居宅介護支援の「入院時情報連携加算」は、入院後早期に病院等の職員に対して利用者情報を提供した場合に評価。「加算Ⅰ」は入院後3日以内、「加算Ⅱ」は7日以内の情報提供を求めているが、厚労省はこの要件をそれぞれ入院当日と入院後3日以内に短縮する案を示した。ターミナル期の頻回なモニタリングを評価する「ターミナルケアマネジメント加算」は、人生の最終段階における利用者の意向を適切に把握することを要件とした上で、対象疾患(現在は末期の悪性腫瘍のみ)を限定しない形に見直す考えを示した。

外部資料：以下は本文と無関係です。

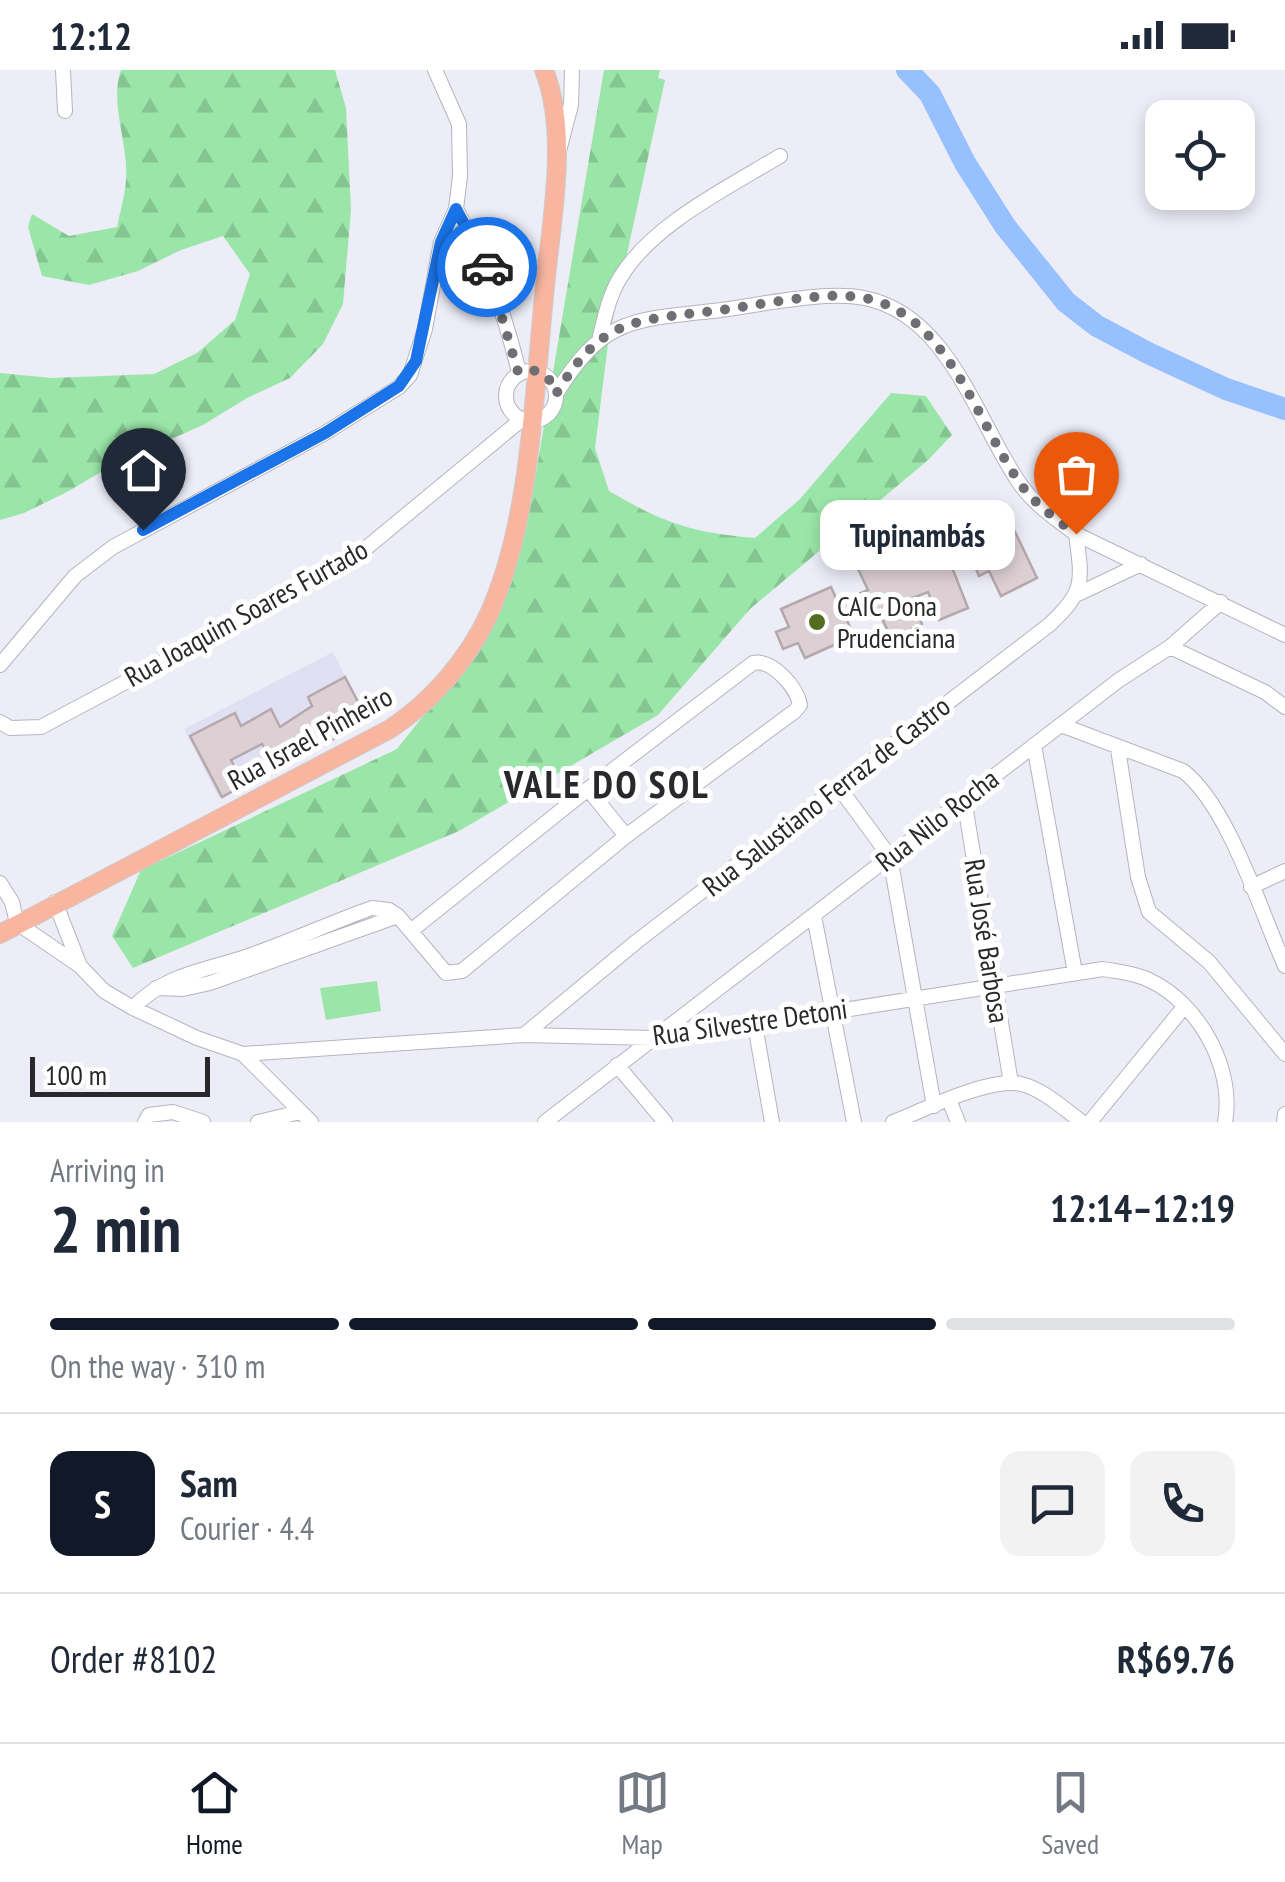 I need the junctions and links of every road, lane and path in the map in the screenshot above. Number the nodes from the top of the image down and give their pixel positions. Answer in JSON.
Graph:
{"nodes":[{"id":1,"x":63,"y":70,"type":"edge"},
{"id":2,"x":435,"y":70,"type":"edge"},
{"id":3,"x":544,"y":70,"type":"edge"},
{"id":4,"x":572,"y":70,"type":"edge"},
{"id":5,"x":65,"y":112,"type":"dead end"},
{"id":6,"x":557,"y":156,"type":"junction"},
{"id":7,"x":780,"y":156,"type":"dead end"},
{"id":8,"x":456,"y":209,"type":"junction"},
{"id":9,"x":600,"y":336,"type":"junction"},
{"id":10,"x":528,"y":371,"type":"junction"},
{"id":11,"x":556,"y":394,"type":"junction"},
{"id":12,"x":526,"y":421,"type":"junction"},
{"id":13,"x":1076,"y":534,"type":"junction"},
{"id":14,"x":1141,"y":564,"type":"junction"},
{"id":15,"x":1078,"y":594,"type":"junction"},
{"id":16,"x":1221,"y":602,"type":"junction"},
{"id":17,"x":1285,"y":635,"type":"edge"},
{"id":18,"x":1170,"y":647,"type":"junction"},
{"id":19,"x":0,"y":666,"type":"edge"},
{"id":20,"x":1285,"y":707,"type":"edge"},
{"id":21,"x":0,"y":722,"type":"edge"},
{"id":22,"x":1062,"y":725,"type":"junction"},
{"id":23,"x":1034,"y":745,"type":"junction"},
{"id":24,"x":1118,"y":749,"type":"junction"},
{"id":25,"x":838,"y":786,"type":"junction"},
{"id":26,"x":588,"y":789,"type":"junction"},
{"id":27,"x":964,"y":799,"type":"junction"},
{"id":28,"x":626,"y":836,"type":"junction"},
{"id":29,"x":890,"y":858,"type":"junction"},
{"id":30,"x":1285,"y":871,"type":"edge"},
{"id":31,"x":0,"y":883,"type":"edge"},
{"id":32,"x":1251,"y":887,"type":"junction"},
{"id":33,"x":55,"y":902,"type":"junction"},
{"id":34,"x":814,"y":916,"type":"junction"},
{"id":35,"x":8,"y":929,"type":"edge"},
{"id":36,"x":412,"y":930,"type":"junction"},
{"id":37,"x":80,"y":966,"type":"junction"},
{"id":38,"x":1285,"y":966,"type":"edge"},
{"id":39,"x":1075,"y":973,"type":"junction"},
{"id":40,"x":994,"y":986,"type":"junction"},
{"id":41,"x":916,"y":998,"type":"junction"},
{"id":42,"x":1184,"y":1007,"type":"junction"},
{"id":43,"x":133,"y":1008,"type":"junction"},
{"id":44,"x":832,"y":1012,"type":"junction"},
{"id":45,"x":755,"y":1024,"type":"junction"},
{"id":46,"x":524,"y":1035,"type":"junction"},
{"id":47,"x":652,"y":1038,"type":"junction"},
{"id":48,"x":242,"y":1054,"type":"junction"},
{"id":49,"x":1285,"y":1054,"type":"edge"},
{"id":50,"x":617,"y":1065,"type":"junction"},
{"id":51,"x":1011,"y":1083,"type":"junction"},
{"id":52,"x":941,"y":1103,"type":"junction"},
{"id":53,"x":1285,"y":1114,"type":"edge"},
{"id":54,"x":306,"y":1117,"type":"edge"},
{"id":55,"x":553,"y":1120,"type":"edge"},
{"id":56,"x":145,"y":1122,"type":"edge"},
{"id":57,"x":203,"y":1122,"type":"edge"},
{"id":58,"x":258,"y":1122,"type":"edge"},
{"id":59,"x":664,"y":1122,"type":"edge"},
{"id":60,"x":772,"y":1122,"type":"edge"},
{"id":61,"x":854,"y":1122,"type":"edge"},
{"id":62,"x":893,"y":1122,"type":"edge"},
{"id":63,"x":958,"y":1122,"type":"edge"},
{"id":64,"x":1082,"y":1122,"type":"edge"},
{"id":65,"x":1090,"y":1122,"type":"edge"},
{"id":66,"x":1224,"y":1122,"type":"edge"},
{"id":67,"x":1284,"y":1122,"type":"edge"}],
"edges":[{"from":1,"to":5,"type":"street"},
{"from":2,"to":8,"type":"street"},
{"from":3,"to":6,"type":"main road","name":"Rua Israel Pinheiro"},
{"from":4,"to":6,"type":"street"},
{"from":6,"to":10,"type":"main road","name":"Rua Israel Pinheiro"},
{"from":7,"to":9,"type":"street"},
{"from":8,"to":10,"type":"street"},
{"from":8,"to":19,"type":"street"},
{"from":9,"to":11,"type":"street","name":"Rua Joaquim Soares Furtado"},
{"from":9,"to":13,"type":"street"},
{"from":10,"to":11,"type":"street"},
{"from":10,"to":12,"type":"main road","name":"Rua Israel Pinheiro"},
{"from":10,"to":12,"type":"street"},
{"from":11,"to":12,"type":"street","name":"Rua Joaquim Soares Furtado"},
{"from":12,"to":21,"type":"street","name":"Rua Joaquim Soares Furtado"},
{"from":12,"to":33,"type":"main road","name":"Rua Israel Pinheiro"},
{"from":13,"to":14,"type":"street"},
{"from":13,"to":15,"type":"street"},
{"from":14,"to":15,"type":"street"},
{"from":14,"to":16,"type":"street"},
{"from":15,"to":25,"type":"street","name":"Rua Salustiano Ferraz de Castro"},
{"from":16,"to":17,"type":"street"},
{"from":16,"to":18,"type":"street","name":"Rua Nilo Rocha"},
{"from":18,"to":20,"type":"street"},
{"from":18,"to":22,"type":"street","name":"Rua Nilo Rocha"},
{"from":22,"to":23,"type":"street","name":"Rua Nilo Rocha"},
{"from":22,"to":24,"type":"street"},
{"from":23,"to":27,"type":"street","name":"Rua Nilo Rocha"},
{"from":23,"to":39,"type":"street"},
{"from":24,"to":32,"type":"street"},
{"from":24,"to":49,"type":"street"},
{"from":25,"to":29,"type":"street"},
{"from":25,"to":46,"type":"street","name":"Rua Salustiano Ferraz de Castro"},
{"from":26,"to":28,"type":"street"},
{"from":26,"to":28,"type":"street"},
{"from":26,"to":36,"type":"street"},
{"from":27,"to":29,"type":"street","name":"Rua Nilo Rocha"},
{"from":27,"to":40,"type":"street","name":"Rua José Barbosa"},
{"from":28,"to":36,"type":"street"},
{"from":29,"to":34,"type":"street","name":"Rua Nilo Rocha"},
{"from":29,"to":41,"type":"street"},
{"from":30,"to":32,"type":"street"},
{"from":31,"to":35,"type":"street"},
{"from":32,"to":38,"type":"street"},
{"from":33,"to":35,"type":"main road","name":"Rua Israel Pinheiro"},
{"from":33,"to":37,"type":"street","name":"Rua Silvestre Detoni"},
{"from":34,"to":44,"type":"street"},
{"from":34,"to":47,"type":"street","name":"Rua Nilo Rocha"},
{"from":35,"to":37,"type":"street","name":"Rua Silvestre Detoni"},
{"from":36,"to":43,"type":"street"},
{"from":37,"to":43,"type":"street","name":"Rua Silvestre Detoni"},
{"from":39,"to":40,"type":"street","name":"Rua Silvestre Detoni"},
{"from":39,"to":42,"type":"street","name":"Rua Silvestre Detoni"},
{"from":40,"to":41,"type":"street","name":"Rua Silvestre Detoni"},
{"from":40,"to":51,"type":"street","name":"Rua José Barbosa"},
{"from":41,"to":44,"type":"street","name":"Rua Silvestre Detoni"},
{"from":41,"to":52,"type":"street"},
{"from":42,"to":65,"type":"street"},
{"from":42,"to":66,"type":"street","name":"Rua Silvestre Detoni"},
{"from":43,"to":48,"type":"street","name":"Rua Silvestre Detoni"},
{"from":44,"to":45,"type":"street","name":"Rua Silvestre Detoni"},
{"from":44,"to":61,"type":"street"},
{"from":45,"to":47,"type":"street","name":"Rua Silvestre Detoni"},
{"from":45,"to":60,"type":"street"},
{"from":46,"to":47,"type":"street","name":"Rua Silvestre Detoni"},
{"from":46,"to":48,"type":"street","name":"Rua Silvestre Detoni"},
{"from":47,"to":50,"type":"street","name":"Rua Nilo Rocha"},
{"from":48,"to":54,"type":"street"},
{"from":50,"to":55,"type":"street","name":"Rua Nilo Rocha"},
{"from":50,"to":59,"type":"street"},
{"from":51,"to":52,"type":"street"},
{"from":51,"to":64,"type":"street"},
{"from":52,"to":62,"type":"street"},
{"from":52,"to":63,"type":"street"},
{"from":53,"to":67,"type":"street"},
{"from":54,"to":58,"type":"street"},
{"from":56,"to":57,"type":"street"}]}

基本報酬の「居宅介護支援費」について、介護支援専門員1人当たりの取り扱い件数に基づく逓減制が適用される基準を見直すことも提言。「支援費Ⅰ」は45件から(現行は40件から)、ICTの活用や事務職員を配置している場合の「支援費Ⅱ」はケアプランデータ連携システムの活用による業務効率化を図っていることを条件に50件から(同45件から)に、それぞれ緩和する案を示した。
一方、訪問看護は、医療保険の訪問看護療養費と整合を図る形で見直す方針を打ち出した。具体的には、特定行為研修などを修了した看護師が訪問看護の実施に関する計画的な管理を行った場合の評価を、「専門管理加算」(2500円、月1回)を参考に新設。
看取り期の訪問看護については、①「ターミナルケア加算」(2000単位)の単位数を訪問看護ターミナルケア療養費Ⅰ(2万5000円)を踏まえて見直す、②離島等の利用者に対して医師が行う死亡診断等について、ICTを活用した在宅での看取りに関する研修を受けた看護師が補助した場合の評価を新設する(「遠隔死亡診断補助加算」1500円を参考)―ことなども提案した。
このほか、医師の指示に基づいて退院当日に行う訪問看護の評価をいっそう充実させることや、看護師による訪問看護と理学療法士等による訪問看護の評価の差別化を進める案なども示した。